Most prospects don’t know any other way. That’s how they hired the window company, so it must work for marketing, too, right? The RFP process is insulting to many agency pros—who are not vendors of a product but rather professionals who provide their expertise and thoughts and strategic insights to address a given challenge.
In some RFPs, the challenge put forth and the final result bear no resemblance to each other. I have seen RFPs for complex and comprehensive marketing programs, when only a video production company was required. I have seen RFPs requesting work that would be literally hundreds of thousands of dollars, yet the requester is a very small business with no intention of investing that kind of money.
There are countless horror stories surrounding the agency and RFP process. I’ve even personally had work stolen (once by the winning agency, even). Here are four main reasons that if you’re soliciting a firm, you should never, ever go through an RFP:
1. The blind RFP.
The vast majority of agencies are hired because of some professional relationship that has built up over time with the client. This has been cultivated by shared networking, background, and a host of reasons why you know and trust someone. Most marketing firms understand that before any contract is signed, you must first know someone, then trust that someone can do the work.

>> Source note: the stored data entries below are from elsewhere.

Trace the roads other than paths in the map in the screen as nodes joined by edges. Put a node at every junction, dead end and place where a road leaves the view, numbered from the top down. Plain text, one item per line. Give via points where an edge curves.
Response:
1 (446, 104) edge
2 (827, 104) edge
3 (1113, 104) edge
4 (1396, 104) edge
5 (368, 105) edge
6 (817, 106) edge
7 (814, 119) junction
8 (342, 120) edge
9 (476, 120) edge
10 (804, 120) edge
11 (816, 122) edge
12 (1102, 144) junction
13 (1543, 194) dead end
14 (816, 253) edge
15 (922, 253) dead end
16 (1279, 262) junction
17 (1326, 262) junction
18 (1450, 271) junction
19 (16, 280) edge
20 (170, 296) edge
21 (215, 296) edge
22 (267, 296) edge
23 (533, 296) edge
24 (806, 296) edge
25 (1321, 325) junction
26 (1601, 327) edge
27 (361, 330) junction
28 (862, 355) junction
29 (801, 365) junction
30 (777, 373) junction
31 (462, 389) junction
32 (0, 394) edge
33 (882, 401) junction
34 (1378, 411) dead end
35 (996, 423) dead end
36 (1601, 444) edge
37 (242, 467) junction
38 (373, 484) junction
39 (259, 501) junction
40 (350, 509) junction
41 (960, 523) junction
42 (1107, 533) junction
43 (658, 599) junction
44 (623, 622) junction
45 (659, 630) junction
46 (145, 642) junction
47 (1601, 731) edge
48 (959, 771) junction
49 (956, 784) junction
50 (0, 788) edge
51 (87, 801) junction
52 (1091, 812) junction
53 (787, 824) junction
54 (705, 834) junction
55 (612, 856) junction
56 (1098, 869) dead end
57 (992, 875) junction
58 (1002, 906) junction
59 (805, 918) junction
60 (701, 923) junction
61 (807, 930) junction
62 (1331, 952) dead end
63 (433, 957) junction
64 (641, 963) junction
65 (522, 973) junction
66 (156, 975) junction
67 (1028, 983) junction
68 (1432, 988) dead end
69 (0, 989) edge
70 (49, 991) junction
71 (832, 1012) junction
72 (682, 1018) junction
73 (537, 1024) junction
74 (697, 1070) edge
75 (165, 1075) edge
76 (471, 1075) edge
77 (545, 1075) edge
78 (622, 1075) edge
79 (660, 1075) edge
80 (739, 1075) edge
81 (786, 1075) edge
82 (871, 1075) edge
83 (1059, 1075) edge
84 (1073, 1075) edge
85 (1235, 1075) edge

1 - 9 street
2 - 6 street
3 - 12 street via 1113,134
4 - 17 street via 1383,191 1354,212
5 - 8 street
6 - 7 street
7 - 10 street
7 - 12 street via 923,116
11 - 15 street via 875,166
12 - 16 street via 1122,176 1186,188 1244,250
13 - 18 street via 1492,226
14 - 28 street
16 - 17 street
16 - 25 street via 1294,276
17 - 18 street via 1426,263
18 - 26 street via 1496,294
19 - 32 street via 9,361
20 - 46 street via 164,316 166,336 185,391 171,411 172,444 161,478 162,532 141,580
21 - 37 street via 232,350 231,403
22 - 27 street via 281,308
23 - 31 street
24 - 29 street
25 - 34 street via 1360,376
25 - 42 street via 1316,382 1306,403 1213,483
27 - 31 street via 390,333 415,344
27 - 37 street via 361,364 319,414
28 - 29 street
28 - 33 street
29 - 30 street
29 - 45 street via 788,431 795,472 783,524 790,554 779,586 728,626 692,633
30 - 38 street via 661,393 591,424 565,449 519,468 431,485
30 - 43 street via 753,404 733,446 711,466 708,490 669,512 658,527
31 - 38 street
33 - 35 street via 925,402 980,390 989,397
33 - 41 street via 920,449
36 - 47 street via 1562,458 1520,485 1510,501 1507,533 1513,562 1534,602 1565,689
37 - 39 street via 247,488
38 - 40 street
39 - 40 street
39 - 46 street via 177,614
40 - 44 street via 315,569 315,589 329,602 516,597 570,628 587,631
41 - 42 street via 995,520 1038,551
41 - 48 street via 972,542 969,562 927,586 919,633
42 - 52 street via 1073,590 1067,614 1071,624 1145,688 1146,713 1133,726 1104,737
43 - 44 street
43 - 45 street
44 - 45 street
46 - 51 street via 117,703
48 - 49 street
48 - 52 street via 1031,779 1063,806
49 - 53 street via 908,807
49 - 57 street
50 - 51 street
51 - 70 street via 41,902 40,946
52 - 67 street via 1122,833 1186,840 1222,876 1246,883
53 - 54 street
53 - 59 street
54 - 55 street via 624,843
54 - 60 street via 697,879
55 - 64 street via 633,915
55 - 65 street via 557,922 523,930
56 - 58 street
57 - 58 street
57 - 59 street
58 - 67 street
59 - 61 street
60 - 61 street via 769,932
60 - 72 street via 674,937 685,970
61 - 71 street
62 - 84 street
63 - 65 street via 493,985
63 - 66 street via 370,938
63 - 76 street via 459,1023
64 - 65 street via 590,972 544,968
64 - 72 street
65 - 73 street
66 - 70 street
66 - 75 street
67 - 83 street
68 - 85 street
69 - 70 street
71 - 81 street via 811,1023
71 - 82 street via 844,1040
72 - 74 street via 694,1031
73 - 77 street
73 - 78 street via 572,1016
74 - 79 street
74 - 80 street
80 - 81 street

In a professional relationship, there’s a lot of shared work. You can’t convey in a proposal what it’s like to work with you. On paper, interpersonal skills never quite come across. Calling references is of virtually no value. After all, what agency is going to give a reference that will say bad things?
The agency may not be familiar with the client either, so why would it want to invest a lot of time crafting an RFP for an organization it may not know? Working with a firm is not like hiring a contractor to do your roof. Marketing is a strategic and collaborative process, not square footage, labor costs, and materials.
Without a relationship, it is likely the client has no intention of leaving the current agency anyway. It’s just a way to beat them up on price or get new ideas. Even if you are indeed planning on changing firms, shouldn’t there be an effort made to get to know each other? Would you get married without ever meeting or knowing some history?
2. The ubiquitous cost.
If I ran a contracting company and you asked me how much it costs to put 10 windows of this exact style and type in my building, I could tell you. I know the cost of the windows and I know my labor costs. Solicit a few bids, and you have a proposal.
The problem with that sort of thinking when it comes to marketing is that the cost of a marketing program is a little more nebulous. Yet clients often want concrete numbers. A recent RFP sent to our firm was modeled after one for a landscaping crew.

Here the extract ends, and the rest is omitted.